Dr. Ernest Becker was a cultural anthropologist and interdisciplinary scientific thinker and writer.
Becker was born in Springfield, Massachusetts to Jewish immigrant parents. After completing military service, in which he served in the infantry and helped to liberate a Nazi concentration camp, he attended Syracuse University in New York. Upon graduation he joined the US Embassy in Paris as an administrative officer. In his early 30s, he returned to Syracuse University to pursue graduate studies in cultural anthropology. He completed his Ph.D. in 1960. The first of his nine books, Zen, A Rational Critique (1961) was based on his doctoral dissertation. After Syracuse, he became a professor at Simon Fraser University in Vancouver, BC (Canada).

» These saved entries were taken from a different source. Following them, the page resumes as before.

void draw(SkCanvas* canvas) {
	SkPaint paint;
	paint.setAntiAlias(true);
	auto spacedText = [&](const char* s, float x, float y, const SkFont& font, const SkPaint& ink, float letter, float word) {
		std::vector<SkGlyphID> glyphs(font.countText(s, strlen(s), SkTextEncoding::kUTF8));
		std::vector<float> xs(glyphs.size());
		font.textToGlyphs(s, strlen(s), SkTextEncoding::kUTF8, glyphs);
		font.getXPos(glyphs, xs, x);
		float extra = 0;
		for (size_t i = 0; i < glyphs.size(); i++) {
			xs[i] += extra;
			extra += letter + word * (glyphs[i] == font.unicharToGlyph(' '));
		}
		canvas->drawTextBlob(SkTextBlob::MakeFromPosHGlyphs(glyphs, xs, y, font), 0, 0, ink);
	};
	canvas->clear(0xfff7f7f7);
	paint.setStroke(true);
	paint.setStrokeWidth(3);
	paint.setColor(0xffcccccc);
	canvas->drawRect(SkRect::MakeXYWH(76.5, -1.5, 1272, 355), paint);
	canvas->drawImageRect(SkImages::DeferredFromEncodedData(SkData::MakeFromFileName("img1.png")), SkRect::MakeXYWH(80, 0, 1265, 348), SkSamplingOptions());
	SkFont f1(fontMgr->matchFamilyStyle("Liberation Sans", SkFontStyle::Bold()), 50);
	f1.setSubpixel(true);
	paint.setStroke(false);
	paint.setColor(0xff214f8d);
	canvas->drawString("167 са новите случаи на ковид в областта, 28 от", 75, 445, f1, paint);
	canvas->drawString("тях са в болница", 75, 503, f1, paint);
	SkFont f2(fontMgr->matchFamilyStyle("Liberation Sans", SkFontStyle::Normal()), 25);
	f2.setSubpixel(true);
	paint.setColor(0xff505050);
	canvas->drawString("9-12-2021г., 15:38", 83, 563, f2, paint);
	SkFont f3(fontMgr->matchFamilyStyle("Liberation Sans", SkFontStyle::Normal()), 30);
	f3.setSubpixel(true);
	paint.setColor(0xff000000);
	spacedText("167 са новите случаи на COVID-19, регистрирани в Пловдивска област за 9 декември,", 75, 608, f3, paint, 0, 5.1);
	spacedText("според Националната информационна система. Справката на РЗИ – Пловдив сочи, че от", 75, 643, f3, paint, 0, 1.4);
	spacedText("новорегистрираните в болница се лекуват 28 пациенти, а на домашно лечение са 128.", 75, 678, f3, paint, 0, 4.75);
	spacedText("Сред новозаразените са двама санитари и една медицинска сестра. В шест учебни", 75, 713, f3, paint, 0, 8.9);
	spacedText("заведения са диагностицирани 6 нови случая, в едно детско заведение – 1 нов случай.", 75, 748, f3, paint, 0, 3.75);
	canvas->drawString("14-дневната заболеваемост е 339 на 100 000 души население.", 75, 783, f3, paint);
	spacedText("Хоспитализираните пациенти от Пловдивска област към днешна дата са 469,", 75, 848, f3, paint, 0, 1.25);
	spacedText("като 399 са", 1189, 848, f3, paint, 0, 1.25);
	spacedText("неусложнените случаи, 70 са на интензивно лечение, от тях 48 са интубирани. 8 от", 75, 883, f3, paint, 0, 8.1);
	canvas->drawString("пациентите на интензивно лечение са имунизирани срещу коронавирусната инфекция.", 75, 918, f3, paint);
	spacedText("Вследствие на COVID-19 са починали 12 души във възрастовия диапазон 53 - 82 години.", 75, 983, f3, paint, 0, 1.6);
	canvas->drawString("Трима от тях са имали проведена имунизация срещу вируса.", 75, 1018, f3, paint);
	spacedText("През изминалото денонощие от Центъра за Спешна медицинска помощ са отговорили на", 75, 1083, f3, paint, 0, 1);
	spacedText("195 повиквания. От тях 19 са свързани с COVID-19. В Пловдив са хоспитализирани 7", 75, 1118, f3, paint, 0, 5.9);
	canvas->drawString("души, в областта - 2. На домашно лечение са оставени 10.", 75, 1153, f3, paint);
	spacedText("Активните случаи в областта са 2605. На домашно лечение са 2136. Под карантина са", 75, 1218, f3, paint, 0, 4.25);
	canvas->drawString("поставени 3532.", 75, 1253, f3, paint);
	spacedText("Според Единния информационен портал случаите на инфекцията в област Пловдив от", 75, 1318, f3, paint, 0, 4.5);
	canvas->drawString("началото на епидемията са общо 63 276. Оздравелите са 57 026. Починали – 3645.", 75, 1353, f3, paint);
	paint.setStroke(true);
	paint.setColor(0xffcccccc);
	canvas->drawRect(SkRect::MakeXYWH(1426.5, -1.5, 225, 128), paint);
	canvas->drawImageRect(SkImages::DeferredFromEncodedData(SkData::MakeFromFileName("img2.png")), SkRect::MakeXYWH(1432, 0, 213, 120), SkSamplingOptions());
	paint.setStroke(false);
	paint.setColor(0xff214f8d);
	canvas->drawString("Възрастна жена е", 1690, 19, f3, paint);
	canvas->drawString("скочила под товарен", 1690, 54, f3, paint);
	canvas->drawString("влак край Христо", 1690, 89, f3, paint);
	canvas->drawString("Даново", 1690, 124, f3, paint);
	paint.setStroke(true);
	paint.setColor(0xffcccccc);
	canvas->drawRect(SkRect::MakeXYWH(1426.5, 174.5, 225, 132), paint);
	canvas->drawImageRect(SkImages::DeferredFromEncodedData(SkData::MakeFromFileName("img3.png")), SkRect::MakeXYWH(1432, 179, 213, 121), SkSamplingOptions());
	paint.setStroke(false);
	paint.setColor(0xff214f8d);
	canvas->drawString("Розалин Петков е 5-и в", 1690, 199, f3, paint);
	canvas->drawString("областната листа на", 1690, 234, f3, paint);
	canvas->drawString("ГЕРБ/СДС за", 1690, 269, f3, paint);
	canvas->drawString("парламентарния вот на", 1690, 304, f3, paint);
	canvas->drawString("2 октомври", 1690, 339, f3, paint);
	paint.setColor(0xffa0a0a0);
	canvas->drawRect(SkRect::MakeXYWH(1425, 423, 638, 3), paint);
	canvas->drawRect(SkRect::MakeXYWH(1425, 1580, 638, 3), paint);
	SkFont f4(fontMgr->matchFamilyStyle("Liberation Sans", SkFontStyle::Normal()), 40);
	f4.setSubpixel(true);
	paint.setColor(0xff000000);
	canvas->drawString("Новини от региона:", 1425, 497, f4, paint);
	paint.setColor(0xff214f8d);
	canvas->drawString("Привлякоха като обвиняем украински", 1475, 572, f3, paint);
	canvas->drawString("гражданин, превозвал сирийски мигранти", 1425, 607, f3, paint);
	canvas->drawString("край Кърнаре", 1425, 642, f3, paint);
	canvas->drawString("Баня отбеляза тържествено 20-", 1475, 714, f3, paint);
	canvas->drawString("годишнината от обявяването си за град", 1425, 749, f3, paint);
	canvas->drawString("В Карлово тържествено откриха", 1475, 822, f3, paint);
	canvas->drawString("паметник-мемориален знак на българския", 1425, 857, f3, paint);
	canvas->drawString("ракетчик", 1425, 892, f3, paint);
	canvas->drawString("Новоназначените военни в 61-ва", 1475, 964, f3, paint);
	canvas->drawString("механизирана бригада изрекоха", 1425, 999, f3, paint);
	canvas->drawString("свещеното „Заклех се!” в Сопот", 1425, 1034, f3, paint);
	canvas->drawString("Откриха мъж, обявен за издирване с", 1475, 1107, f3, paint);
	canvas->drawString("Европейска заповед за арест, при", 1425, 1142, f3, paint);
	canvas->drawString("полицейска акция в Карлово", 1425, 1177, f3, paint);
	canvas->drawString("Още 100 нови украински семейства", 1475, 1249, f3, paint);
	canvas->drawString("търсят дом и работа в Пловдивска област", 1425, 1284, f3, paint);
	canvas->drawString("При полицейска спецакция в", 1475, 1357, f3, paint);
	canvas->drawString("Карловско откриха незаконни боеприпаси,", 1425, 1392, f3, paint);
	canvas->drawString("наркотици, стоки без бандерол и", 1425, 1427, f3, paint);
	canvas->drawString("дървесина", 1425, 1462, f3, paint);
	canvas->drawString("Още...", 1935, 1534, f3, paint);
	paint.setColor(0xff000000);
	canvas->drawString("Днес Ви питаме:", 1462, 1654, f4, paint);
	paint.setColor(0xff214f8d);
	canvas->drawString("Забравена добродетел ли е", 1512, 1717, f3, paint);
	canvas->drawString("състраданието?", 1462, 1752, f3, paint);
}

Becker came to the recognition that psychological inquiry inevitably comes to a dead end beyond which belief systems must be invoked to satisfy the human psyche. The reach of such a perspective consequently encompasses science and religion, even to what Sam Keen suggests is Becker's greatest achievement, the creation of the "science of evil." In formulating his theories Becker drew on the work of Søren Kierkegaard, Sigmund Freud, Wilhelm Reich, Norman O. Brown, Erich Fromm, and especially Otto Rank. Becker came to believe that a person's character is essentially formed around the process of denying his own mortality, that this denial is necessary for the person to function in the world, and that this character-armor prevents genuine self-knowledge. Much of the evil in the world, he believed, was a consequence of this need to deny death.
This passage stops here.